Sudah sekitar enam tahun Kulon Progo bergejolak akibat rencana penambangan pasir besi. Kulon Progo ialah satu dari empat kabupaten di provinsi Daerah Istimewa Yogyakarta.  Kabupaten ini memiliki luas wilayah 58.627,5 Ha. Kulon Progo memiliki sebelas kecamatan dengan beragam potensi, mulai dari pariwisata, pertanian peternakan, hingga perikanan. Beberapa tahun lalu, ditemukan potensi pertambangan karena kandungan pasir besi di pesisir Kulon Progo. Rencana penambangan pasir besi inilah yang memicu pergolakan, sebab warga pesisir menolak rencana penambangan itu.
 Februari 2006, Australia Kimberly Diamond (AKD) dan Jogja Magasa Mining (JMM) melakukan eksplorasi pasir besi di seribu lokasi.  Pada 2008, seiring setelah AKD merubah namanya menjadi Indo Mines Ltd pada 2006, dan bikin perusahaan patungan bersama JMM dengan nama Jogja Mgasa Iron (JMI), Kontrak Karya antara JMI dan Pemerintah Indonesia diteken. Jogja Magasa Mining adalah perusahaan lokal yang menjadikan GKR Pembayun, putri tertua Sultan Hamengku Buwono (HB) X, sebagai salah satu pemegang sahamnya.
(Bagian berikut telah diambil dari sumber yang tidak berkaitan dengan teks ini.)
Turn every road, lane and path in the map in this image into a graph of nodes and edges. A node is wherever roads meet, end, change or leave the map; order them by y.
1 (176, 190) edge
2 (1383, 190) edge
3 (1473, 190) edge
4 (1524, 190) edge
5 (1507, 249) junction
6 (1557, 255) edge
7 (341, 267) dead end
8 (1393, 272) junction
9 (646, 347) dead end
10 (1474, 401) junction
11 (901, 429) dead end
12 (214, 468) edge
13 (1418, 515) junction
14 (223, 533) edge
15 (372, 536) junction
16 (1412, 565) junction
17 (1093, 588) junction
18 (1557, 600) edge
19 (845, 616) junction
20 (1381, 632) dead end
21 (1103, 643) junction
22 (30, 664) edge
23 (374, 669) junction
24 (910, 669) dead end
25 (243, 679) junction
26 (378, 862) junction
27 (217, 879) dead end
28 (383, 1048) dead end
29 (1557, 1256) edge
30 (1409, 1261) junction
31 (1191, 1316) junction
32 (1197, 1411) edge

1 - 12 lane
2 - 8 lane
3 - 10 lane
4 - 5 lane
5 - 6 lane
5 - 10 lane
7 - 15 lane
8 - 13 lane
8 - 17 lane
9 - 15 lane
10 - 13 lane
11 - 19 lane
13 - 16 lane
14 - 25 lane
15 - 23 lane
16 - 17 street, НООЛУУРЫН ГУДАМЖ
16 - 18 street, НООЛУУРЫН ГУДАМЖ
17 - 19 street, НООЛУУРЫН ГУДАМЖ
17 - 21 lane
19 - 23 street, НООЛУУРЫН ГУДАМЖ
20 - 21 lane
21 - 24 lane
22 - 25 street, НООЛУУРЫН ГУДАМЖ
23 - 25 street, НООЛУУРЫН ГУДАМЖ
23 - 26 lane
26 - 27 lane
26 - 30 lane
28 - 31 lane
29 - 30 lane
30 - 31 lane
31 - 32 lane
Penambangan akan dilakukan di lahan pesisir seluas 22 km x 1,8 km. Lahan seluas itu merupakan wilayah tambang PT. JMI. Penambangan akan dilakukan di tanah pesisir yang terdiri dari : tanah warga, Tanah Pakualaman (Tanah PA), tanah merah (tanah yang digunakan untuk bertani tetapi tidak jelas kepemilikannya) dan wedi kengser (tanah yang dulunya laut).  
Sengketa tanah amat rentan terjadi pada proyek penambangan ini. Warga menolak tanahnya ditambang oleh PT. JMI. Belum lagi status kepemilikan tanah merah yang rancu. Tanah merah dinyatakan sebagai tanah negara oleh petani, tapi juga diklaim sebagai Tanah Magersari oleh Pakualaman. Tanah Magersari adalah tanah yang tak berlandaskan sertifikat, melainkan surat kekancingan dari pihak kraton yang menunjukkan bahwa tanah warga tersebut adalah Tanah Sultan atau Tanah Pakualaman. Tanah merah kenyataannya memang tak bersertifikat, tapi lahan yang tak diurus negara itu juga tak bersurat kekancingan.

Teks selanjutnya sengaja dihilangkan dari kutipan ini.